Merge pull request #1411 from PowerGridModel/feature/documentation-consistency

zhen0427 · web-flow · commit 3588a3d7c004 · 2026-06-10T07:11:56.000Z
Documentation: dataset teminology consistency
diff --git a/docs/user_manual/dataset-terminology.md b/docs/user_manual/dataset-terminology.md
@@ -11,6 +11,92 @@ attribute.
 For detailed data types used throughout `power-grid-model`, please refer to
  [Python API Reference](../api_reference/python-api-reference.md).
 
+## Buffer Type
+
+Defines how component data is ordered in memory. Two buffer types are supported: row-based and columnar-based.
+
+### Row (row-based, row-major)
+
+Attributes of the same component are stored contiguously before moving to the next component.
+
+### Columnar (column-based, column-major)
+
+Attributes are grouped across components by attribute type.
+
+## Buffer Representation
+
+Defines whether component data can be interpreted as a dense 2D matrix.
+
+### Dense
+
+Dense buffers represent data as a rectangular matrix.

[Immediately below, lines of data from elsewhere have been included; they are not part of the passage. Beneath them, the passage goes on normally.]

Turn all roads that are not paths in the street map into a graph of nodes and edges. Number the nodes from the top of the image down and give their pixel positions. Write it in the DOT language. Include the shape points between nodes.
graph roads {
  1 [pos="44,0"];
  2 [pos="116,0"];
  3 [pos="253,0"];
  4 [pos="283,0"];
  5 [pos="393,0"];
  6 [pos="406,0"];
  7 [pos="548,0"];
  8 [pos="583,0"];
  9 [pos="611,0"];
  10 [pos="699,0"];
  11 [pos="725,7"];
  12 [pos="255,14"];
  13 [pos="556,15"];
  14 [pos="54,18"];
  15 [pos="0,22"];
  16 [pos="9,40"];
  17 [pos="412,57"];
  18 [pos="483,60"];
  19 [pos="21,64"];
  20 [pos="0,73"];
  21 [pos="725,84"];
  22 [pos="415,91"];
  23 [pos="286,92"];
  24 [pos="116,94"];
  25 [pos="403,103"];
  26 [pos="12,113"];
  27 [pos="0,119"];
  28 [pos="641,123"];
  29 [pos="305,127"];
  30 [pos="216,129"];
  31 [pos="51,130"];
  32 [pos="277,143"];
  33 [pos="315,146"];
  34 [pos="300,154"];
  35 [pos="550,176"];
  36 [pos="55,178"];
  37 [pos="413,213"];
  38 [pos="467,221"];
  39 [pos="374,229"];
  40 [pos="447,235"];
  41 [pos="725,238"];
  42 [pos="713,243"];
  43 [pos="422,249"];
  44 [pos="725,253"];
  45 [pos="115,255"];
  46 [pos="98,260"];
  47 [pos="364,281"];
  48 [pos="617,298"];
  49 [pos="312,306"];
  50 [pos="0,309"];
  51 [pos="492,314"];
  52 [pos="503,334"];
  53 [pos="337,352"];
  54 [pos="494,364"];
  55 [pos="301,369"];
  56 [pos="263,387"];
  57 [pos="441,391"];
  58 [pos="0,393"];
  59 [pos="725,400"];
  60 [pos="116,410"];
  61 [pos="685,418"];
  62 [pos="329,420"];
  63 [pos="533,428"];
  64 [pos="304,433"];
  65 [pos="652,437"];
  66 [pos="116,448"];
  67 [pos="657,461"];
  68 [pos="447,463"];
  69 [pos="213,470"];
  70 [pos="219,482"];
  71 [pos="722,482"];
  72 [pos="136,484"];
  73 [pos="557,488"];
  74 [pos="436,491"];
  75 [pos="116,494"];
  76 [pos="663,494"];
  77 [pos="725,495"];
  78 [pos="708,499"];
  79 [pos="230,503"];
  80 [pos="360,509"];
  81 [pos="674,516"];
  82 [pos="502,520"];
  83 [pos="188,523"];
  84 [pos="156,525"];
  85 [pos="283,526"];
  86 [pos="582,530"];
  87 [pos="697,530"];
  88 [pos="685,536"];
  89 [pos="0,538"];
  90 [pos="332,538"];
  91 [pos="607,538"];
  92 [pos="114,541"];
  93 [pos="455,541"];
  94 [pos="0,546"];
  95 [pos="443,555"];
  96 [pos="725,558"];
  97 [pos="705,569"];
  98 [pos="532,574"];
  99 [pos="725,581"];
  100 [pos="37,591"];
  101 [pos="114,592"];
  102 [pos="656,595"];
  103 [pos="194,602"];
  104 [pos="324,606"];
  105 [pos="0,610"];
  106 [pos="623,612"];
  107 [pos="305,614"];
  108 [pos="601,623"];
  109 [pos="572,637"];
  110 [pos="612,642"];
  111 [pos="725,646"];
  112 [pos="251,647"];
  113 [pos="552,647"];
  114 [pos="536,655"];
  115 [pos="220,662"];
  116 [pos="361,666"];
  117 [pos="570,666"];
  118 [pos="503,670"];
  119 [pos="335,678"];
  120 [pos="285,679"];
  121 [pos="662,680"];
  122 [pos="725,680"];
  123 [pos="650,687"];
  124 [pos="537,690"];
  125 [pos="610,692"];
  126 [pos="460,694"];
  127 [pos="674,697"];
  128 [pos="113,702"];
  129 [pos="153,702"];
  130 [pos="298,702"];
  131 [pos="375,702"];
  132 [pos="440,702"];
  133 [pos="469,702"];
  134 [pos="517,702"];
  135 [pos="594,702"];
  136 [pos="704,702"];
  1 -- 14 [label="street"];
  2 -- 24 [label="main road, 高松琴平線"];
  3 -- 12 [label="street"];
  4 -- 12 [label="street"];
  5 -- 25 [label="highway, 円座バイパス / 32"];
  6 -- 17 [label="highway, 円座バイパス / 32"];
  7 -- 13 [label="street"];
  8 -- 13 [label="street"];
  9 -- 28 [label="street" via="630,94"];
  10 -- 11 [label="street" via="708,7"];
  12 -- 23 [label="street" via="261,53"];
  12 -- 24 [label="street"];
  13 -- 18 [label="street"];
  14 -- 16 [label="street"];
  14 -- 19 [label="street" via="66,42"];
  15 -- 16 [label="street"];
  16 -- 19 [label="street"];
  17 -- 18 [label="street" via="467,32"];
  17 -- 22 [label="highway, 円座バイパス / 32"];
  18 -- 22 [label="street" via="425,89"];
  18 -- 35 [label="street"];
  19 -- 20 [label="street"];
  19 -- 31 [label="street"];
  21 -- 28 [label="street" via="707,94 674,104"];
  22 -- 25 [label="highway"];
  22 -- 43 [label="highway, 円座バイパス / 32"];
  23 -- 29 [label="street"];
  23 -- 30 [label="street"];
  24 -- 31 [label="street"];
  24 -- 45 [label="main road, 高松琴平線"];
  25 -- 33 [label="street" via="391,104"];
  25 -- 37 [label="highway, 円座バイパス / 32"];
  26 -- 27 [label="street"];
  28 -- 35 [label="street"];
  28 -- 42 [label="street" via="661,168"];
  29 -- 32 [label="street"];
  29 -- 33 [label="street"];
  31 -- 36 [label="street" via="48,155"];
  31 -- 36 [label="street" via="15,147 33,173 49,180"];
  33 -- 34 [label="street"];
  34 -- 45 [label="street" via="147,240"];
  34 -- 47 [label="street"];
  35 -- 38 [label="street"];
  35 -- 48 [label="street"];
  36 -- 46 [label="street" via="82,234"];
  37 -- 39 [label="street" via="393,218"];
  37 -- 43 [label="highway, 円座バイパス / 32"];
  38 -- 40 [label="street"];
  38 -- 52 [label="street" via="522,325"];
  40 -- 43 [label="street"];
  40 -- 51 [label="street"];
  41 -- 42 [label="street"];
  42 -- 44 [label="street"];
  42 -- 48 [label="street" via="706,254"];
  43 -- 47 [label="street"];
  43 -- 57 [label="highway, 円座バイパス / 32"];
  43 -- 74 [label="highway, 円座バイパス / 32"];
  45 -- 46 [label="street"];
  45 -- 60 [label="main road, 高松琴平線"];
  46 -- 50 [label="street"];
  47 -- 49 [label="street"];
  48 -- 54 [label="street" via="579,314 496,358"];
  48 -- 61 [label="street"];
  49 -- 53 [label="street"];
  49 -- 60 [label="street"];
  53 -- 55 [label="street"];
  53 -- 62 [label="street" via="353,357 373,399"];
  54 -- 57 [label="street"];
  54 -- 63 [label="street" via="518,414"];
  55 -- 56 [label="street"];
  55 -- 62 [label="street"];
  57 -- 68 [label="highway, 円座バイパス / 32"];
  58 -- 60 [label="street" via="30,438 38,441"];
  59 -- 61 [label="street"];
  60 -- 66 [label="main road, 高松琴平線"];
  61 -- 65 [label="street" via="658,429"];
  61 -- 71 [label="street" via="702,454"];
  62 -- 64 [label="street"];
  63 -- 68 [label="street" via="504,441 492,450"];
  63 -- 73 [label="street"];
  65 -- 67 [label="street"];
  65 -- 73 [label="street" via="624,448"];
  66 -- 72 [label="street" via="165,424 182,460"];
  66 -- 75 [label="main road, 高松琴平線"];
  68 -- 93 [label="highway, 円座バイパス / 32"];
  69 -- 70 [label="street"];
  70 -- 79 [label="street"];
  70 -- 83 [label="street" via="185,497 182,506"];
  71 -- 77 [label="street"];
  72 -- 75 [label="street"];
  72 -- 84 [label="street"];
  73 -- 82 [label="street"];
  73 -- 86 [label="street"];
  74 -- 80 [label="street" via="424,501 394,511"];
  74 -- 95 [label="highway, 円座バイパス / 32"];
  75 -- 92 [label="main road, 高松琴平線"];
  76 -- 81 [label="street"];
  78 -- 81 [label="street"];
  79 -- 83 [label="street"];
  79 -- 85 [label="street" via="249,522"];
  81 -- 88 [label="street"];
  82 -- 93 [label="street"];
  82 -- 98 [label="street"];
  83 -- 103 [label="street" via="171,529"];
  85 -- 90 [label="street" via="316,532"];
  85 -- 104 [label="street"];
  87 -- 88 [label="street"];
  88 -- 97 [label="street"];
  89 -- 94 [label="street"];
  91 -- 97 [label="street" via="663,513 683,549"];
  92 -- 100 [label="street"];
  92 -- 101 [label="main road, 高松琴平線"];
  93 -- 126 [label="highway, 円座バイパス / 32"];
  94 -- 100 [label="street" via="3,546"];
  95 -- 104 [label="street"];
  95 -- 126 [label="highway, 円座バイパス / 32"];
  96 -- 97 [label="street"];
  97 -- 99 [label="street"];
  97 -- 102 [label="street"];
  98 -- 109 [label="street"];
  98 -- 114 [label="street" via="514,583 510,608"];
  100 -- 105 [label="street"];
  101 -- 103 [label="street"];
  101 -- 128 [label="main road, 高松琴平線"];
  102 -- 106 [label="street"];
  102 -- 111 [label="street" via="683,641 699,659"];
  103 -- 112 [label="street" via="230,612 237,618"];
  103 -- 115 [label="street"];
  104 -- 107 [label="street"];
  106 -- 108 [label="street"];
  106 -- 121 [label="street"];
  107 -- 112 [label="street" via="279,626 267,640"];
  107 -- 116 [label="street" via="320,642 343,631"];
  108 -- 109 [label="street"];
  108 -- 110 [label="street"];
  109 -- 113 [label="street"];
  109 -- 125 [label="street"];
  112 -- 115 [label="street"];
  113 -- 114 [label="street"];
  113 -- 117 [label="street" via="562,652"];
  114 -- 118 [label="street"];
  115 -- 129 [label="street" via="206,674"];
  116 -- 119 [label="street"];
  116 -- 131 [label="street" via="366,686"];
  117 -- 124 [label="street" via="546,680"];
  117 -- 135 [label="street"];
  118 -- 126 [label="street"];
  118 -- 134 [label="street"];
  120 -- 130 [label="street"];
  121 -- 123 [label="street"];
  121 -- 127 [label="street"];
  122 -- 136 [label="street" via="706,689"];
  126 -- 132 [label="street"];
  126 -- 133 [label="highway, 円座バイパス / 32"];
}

+This representation implies that all scenarios contain the same number of component entries.
+
+### Sparse
+
+Component data is stored as a flattened 1D buffer.
+
+Scenario boundaries are defined using an index pointer (`indptr`).
+The `indptr` defines how the flattened buffer is segmented into per-scenario ranges.
+
+Sparse buffers may be either uniform or non-uniform.
+
+## Component Dataset Independency
+
+Defines whether all scenarios operate on the same component IDs.
+
+### Independent
+
+All scenarios modify the same component IDs in the same order.
+
+Each scenario starts from the original input dataset, without carrying over changes from previous scenarios, therefore
+a reset is required between scenarios.
+
+### Dependent
+
+Different scenarios may modify different components.
+
+Each scenario starts from the original input dataset, without carrying over changes from previous scenarios, therefore
+a reset is required between scenarios.
+
+## Component Data Uniformity
+
+Defines whether all scenarios contain the same number of component entries, independent of buffer representation.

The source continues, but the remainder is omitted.